The Meaning and Telos of Israel’s Election: An Interfaith Response to N.T. Wright’s Reading of Paul

Until 5th November 2019, get free access to Joel Kaminsky and Mark Reasoner’s full article ‘The Meaning and Telos of Israel’s Election: An Interfaith Response to N.T. Wright’s Reading of Paul’, in Harvard Theological Review’s latest publication, Volume 112, Issue 4.

 

Jews and Christians are both united and divided by the parts of the Bible that they hold in common. Many see Paul’s innovative, at times “counter” readings of the Hebrew Bible as standing at the beginning of the process that led to the eventual separation between rabbinic Judaism and early Christianity.

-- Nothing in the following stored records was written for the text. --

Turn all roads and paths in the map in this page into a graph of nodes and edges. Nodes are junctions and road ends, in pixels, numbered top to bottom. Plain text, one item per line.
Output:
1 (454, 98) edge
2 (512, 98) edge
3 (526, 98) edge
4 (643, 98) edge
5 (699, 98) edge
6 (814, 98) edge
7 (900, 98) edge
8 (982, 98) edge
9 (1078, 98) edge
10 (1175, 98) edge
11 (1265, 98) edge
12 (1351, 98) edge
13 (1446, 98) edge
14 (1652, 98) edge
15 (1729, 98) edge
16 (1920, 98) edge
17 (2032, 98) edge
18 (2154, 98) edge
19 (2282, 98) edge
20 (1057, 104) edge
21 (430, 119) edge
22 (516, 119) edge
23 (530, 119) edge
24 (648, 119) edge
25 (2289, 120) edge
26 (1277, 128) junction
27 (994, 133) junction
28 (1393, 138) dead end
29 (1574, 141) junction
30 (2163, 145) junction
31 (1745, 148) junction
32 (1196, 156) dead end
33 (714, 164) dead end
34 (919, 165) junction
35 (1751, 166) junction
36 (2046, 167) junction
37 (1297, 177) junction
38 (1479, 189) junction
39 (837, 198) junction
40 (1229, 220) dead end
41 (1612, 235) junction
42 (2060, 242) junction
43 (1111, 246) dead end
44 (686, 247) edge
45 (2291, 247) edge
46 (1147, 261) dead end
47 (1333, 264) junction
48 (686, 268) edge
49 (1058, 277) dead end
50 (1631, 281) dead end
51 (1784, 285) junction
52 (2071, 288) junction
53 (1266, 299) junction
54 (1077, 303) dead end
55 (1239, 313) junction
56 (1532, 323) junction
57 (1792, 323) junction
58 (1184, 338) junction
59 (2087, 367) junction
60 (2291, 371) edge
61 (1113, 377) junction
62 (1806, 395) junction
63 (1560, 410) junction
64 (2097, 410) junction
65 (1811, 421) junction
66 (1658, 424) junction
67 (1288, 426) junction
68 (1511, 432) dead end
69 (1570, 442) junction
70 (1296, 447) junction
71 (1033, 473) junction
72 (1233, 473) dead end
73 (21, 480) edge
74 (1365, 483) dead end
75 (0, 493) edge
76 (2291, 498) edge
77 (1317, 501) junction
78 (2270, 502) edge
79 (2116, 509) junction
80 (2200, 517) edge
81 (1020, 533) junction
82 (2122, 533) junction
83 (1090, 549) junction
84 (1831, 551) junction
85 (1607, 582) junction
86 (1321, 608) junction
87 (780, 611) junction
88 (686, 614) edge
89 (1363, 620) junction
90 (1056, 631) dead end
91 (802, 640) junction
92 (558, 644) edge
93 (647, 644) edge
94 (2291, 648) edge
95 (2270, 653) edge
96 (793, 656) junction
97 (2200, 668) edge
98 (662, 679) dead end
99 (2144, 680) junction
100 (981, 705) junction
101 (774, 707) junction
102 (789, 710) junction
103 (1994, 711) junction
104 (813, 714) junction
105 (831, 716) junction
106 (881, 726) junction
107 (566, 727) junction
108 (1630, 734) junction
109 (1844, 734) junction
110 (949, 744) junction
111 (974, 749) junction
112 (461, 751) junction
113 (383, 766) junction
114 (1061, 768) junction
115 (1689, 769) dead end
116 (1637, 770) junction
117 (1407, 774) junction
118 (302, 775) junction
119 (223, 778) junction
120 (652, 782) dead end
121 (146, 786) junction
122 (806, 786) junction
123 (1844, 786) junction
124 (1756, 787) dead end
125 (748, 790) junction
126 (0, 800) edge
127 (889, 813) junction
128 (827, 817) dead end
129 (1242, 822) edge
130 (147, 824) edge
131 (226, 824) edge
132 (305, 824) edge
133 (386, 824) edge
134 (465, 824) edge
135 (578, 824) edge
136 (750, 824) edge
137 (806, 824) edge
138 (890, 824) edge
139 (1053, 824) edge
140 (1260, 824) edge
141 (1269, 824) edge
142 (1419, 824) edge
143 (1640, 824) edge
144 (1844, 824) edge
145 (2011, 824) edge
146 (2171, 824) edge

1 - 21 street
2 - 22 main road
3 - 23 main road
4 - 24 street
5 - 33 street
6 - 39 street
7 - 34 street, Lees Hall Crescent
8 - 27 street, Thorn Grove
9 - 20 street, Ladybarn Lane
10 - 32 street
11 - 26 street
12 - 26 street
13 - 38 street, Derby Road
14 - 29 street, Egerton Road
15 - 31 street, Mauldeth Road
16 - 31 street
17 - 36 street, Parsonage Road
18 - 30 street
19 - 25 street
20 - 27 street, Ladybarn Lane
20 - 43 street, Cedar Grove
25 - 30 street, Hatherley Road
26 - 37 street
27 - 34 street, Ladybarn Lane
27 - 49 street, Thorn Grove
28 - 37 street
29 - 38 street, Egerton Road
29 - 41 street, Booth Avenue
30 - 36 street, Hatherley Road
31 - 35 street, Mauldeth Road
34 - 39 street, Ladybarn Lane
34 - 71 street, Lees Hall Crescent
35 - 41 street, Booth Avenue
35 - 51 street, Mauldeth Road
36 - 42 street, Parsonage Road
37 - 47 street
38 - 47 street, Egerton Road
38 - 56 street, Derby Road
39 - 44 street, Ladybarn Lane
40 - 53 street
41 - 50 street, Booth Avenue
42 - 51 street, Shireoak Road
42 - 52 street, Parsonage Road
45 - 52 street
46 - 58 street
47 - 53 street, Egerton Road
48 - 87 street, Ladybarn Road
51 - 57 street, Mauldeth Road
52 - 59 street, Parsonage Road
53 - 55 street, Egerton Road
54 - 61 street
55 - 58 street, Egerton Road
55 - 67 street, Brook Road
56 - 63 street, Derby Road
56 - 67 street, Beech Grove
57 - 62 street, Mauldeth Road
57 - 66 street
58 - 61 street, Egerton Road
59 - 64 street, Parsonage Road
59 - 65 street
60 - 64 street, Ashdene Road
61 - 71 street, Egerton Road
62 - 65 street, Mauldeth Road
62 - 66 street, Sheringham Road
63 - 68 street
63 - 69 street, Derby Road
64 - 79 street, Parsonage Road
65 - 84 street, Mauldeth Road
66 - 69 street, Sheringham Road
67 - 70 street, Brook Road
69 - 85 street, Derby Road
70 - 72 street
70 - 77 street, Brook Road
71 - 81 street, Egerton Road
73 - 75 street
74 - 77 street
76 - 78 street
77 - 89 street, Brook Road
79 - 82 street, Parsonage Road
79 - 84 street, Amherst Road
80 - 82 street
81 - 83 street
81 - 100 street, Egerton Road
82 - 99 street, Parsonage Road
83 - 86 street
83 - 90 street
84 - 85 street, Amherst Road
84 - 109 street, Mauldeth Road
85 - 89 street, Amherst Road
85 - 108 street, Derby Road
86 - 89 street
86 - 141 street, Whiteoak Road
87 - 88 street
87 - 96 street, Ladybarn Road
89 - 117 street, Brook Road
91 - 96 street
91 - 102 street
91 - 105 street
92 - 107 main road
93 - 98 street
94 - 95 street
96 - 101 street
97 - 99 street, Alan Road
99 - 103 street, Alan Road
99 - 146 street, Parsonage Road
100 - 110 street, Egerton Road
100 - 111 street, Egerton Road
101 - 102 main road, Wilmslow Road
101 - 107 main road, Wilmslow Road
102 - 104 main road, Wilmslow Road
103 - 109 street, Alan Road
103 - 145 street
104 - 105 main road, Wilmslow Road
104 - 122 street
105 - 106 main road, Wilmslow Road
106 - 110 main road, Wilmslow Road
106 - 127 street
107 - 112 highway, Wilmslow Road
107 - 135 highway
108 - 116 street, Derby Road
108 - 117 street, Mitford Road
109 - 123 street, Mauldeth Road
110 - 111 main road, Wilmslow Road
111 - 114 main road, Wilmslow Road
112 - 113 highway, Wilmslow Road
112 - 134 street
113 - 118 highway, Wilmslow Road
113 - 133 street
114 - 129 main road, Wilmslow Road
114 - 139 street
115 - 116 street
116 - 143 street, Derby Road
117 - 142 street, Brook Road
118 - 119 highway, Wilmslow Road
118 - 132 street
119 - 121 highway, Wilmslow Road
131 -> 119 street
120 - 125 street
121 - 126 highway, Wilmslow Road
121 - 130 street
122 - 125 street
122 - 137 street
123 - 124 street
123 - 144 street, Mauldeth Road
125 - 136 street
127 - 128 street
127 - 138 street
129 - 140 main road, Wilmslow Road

In recent Pauline scholarship, especially within the New Perspective reading of Paul, the Jewishness of Paul has received much greater attention, and it has often led Jewish and Christian scholars to engage in dialogue about Paul’s writings, as evidenced by this very essay. This has also renewed debates about Paul’s precise view of his fellow Jews, the bulk of whom did not accept Jesus as the Messiah. In this article we critique N. T. Wright’s claims that combine to portray Paul as excluding non-Jesus confessing Jews from the “all Israel” who will be saved (Rom 11:26), and we argue that Paul views his Jewish contemporaries who do not identify with Jesus as legitimate heirs of Israel’s covenants and God’s favor.

 

Specifically, in influential studies, N. T. Wright asserts that Paul understands Jesus as fulfilling what Israel failed to do: to spread the teachings of Torah to the gentile nations, a claim not easily found in the Hebrew Bible texts Paul utilizes or in Paul’s own statements concerning his fellow Jews. Wright relies heavily on Paul’s use of diatribal language to build a Pauline theology of Israel that resurrects some disturbing anti-Judaic stereotypes and downplays the many positive things Paul says about Israel’s status. In contrast to other scholars working in the contemporary New Perspective school of Pauline interpretation, Wright employs Romans 5 to argue that Paul characterizes Torah as divinely intended to draw sin onto Israel, with the expected consequence that human sin would reach its zenith within Israel, a view that we argue moves Wright toward the very supersessionism against which Paul cautioned his gentile followers. These exegetical decisions, based on a tightly structured, messiah-oriented understanding of Israel’s election, ignore what the Hebrew Bible and Paul affirm: while God accomplishes certain larger aims through Israel, God’s election of Israel is ultimately grounded in God’s inalienable love for Israel and Israel’s ancestors.

 

While Jews and Christians will continue to have sharp religious differences, Wright has at times gone beyond what Paul actually said by claiming that Paul envisions God’s promises to the historic people of Israel as wholly transferred to those who affirm Jesus as the Messiah. Because the meaning of Israel’s election remains intrinsic to God’s acceptance of and promises to her ancestors (Rom 11:28), Paul regards the Jewish people as beloved for the sake of the fathers, i.e., beloved in their own right, not simply for the sake of Messiah Jesus. Thus, as we see it, the telos of Israel’s election is not ultimately Messiah Jesus but God’s mysterious favor toward Israel in itself, a divine choice made on the broad horizon of mercy toward the peoples of the earth (Gen 12:3; Exod 19:4–6; Rom 11:32; 15:7–12). The gifts and calling of the historic people of Israel remain irrevocable, including the gift of God’s call to be God’s own special possession among all the peoples of the earth.

Has God has abandoned Israel, and transferred Israel’s promises to a redefined Israel, as Wright claims? μὴ γένοιτο, by no means!